Exhibit 10.8
SUBORDINATION AGREEMENT
This Subordination Agreement (this “Agreement”) is entered into as of the 31st day of March, 2008, by and among GCA Strategic Investment Fund Limited, a Bermuda corporation (the “Subordinated Lender”), and LV Administrative Services, Inc., a Delaware corporation, as agent (in such capacity, the “Agent”) for itself and the Lenders from time to time party to the Security Agreement referred to below (each, a “Lender” and, together with the Agent, the “Senior Lenders” ). Unless otherwise defined herein, capitalized terms used herein shall have the meaning provided such terms in the Security Agreement referred to below.
BACKGROUND
WHEREAS, it is a condition to each Lender’s making an investment in Rapid Link, Incorporated, a Delaware corporation (“Rapid Link”), Telenational Communications, Inc., a Delaware corporation (“Telenational”), and One Ring Networks, Inc., a Georgia corporation (“One Ring” and together with Rapid Link and Telenational, collectively, the “Companies” and each, a “Company”), pursuant to, and in accordance with, (i) that certain Security Agreement dated as of the date hereof by and among the Companies, Agent and the Lenders (as amended, modified or supplemented from time to time, the “Security Agreement”) and (ii) the Ancillary Agreements referred to in the Security Agreement, that the Subordinated Lender enter into this Agreement.
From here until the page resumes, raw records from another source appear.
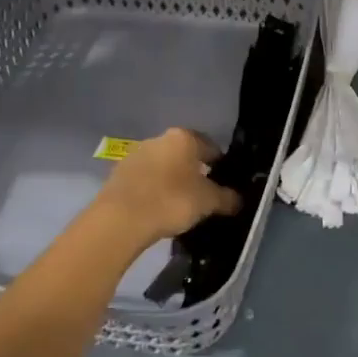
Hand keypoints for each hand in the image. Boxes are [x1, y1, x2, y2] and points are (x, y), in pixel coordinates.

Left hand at [93, 127, 240, 247]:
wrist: (121, 218)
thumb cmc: (171, 201)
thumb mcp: (208, 202)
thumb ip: (227, 198)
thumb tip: (238, 199)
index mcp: (184, 138)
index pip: (210, 146)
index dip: (221, 165)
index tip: (224, 183)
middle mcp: (159, 139)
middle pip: (184, 154)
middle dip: (195, 171)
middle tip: (203, 195)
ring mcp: (136, 154)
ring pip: (163, 165)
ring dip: (172, 180)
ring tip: (180, 205)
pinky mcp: (118, 173)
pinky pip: (145, 179)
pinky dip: (154, 189)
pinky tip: (158, 208)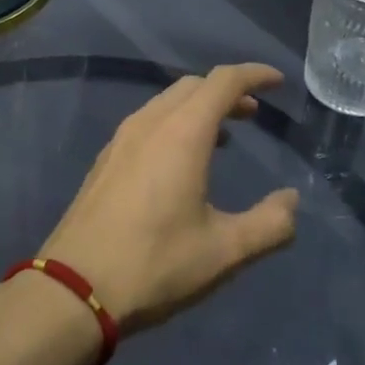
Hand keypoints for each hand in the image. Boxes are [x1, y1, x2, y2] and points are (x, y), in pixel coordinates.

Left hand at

WHEREAS, the Subordinated Lender has made or will make loans structured as convertible notes to one or more of the Companies.
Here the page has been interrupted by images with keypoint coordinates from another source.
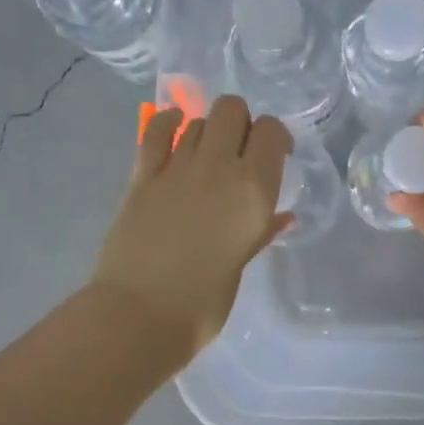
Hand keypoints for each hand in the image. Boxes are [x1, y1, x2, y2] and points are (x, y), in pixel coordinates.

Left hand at [87, 96, 292, 362]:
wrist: (142, 314)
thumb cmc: (204, 302)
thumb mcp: (242, 263)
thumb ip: (262, 232)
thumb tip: (282, 217)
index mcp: (255, 191)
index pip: (272, 131)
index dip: (275, 137)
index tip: (274, 155)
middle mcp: (219, 168)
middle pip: (232, 109)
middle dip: (240, 123)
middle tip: (239, 152)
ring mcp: (177, 168)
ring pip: (198, 119)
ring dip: (207, 130)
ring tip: (205, 157)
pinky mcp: (142, 175)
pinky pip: (156, 130)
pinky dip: (168, 124)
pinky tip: (173, 132)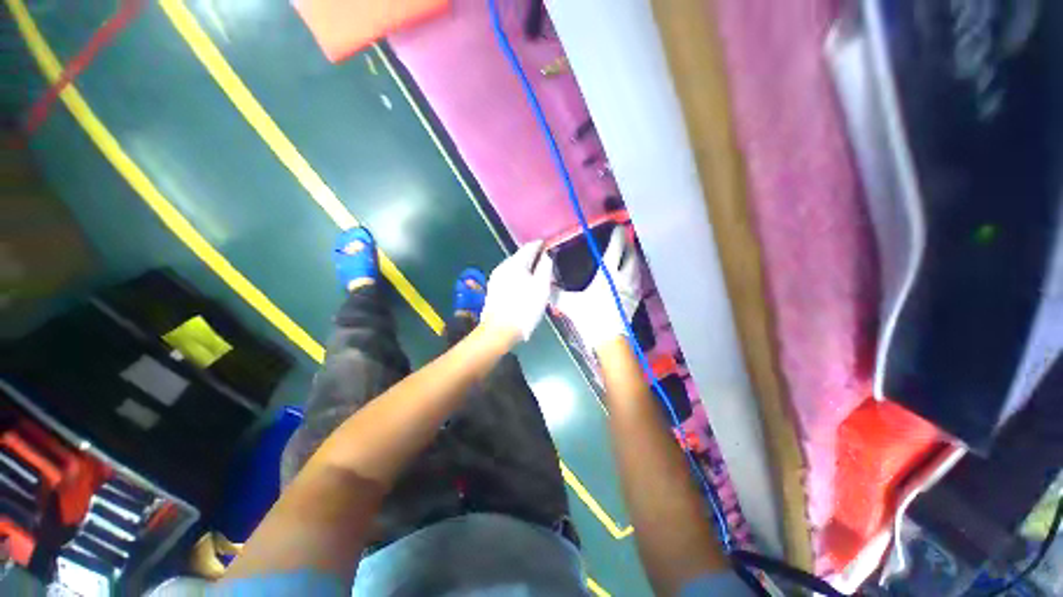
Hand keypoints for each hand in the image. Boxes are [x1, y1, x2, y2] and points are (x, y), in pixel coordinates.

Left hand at [481, 241, 554, 341]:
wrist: (499, 331)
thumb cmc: (524, 308)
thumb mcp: (541, 287)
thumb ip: (545, 267)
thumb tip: (547, 255)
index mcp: (515, 263)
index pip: (529, 247)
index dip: (541, 245)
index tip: (549, 246)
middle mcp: (503, 266)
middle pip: (521, 257)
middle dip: (534, 258)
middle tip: (547, 265)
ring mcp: (496, 278)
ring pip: (515, 267)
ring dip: (527, 269)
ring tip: (538, 277)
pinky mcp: (494, 289)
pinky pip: (510, 277)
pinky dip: (519, 277)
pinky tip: (525, 287)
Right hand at [554, 227, 641, 350]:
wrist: (609, 340)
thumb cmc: (591, 318)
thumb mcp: (570, 305)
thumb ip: (556, 294)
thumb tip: (545, 284)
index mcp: (608, 275)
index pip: (616, 249)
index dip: (618, 236)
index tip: (618, 227)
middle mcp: (623, 278)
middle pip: (631, 255)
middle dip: (628, 244)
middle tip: (624, 237)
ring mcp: (632, 288)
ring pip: (637, 266)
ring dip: (633, 257)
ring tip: (628, 252)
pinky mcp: (636, 299)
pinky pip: (638, 279)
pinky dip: (635, 271)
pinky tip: (630, 273)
NOW, THEREFORE, the Subordinated Lender and the Agent, on behalf of Senior Lenders, hereby agree as follows:
TERMS
1. All obligations of the Companies and/or any of their Subsidiaries to any Senior Lender, howsoever created, arising or evidenced, whether direct or indirect, absolute or contingent or now or hereafter existing, or due or to become due are referred to as “Senior Liabilities”. Any and all loans made by the Subordinated Lender to the Companies and/or any of their Subsidiaries, together with all other obligations (whether monetary or otherwise) of the Companies and/or any of their Subsidiaries to the Subordinated Lender (in each case, including any interest, fees or penalties related thereto), howsoever created, arising or evidenced, whether direct or indirect, absolute or contingent or now or hereafter existing, or due or to become due are referred to as “Junior Liabilities”. It is expressly understood and agreed that the term “Senior Liabilities”, as used in this Agreement, shall include, without limitation, any and all interest, fees and penalties accruing on any of the Senior Liabilities after the commencement of any proceedings referred to in paragraph 4 of this Agreement, notwithstanding any provision or rule of law which might restrict the rights of any Senior Lender, as against any Company, its Subsidiaries or anyone else, to collect such interest, fees or penalties, as the case may be.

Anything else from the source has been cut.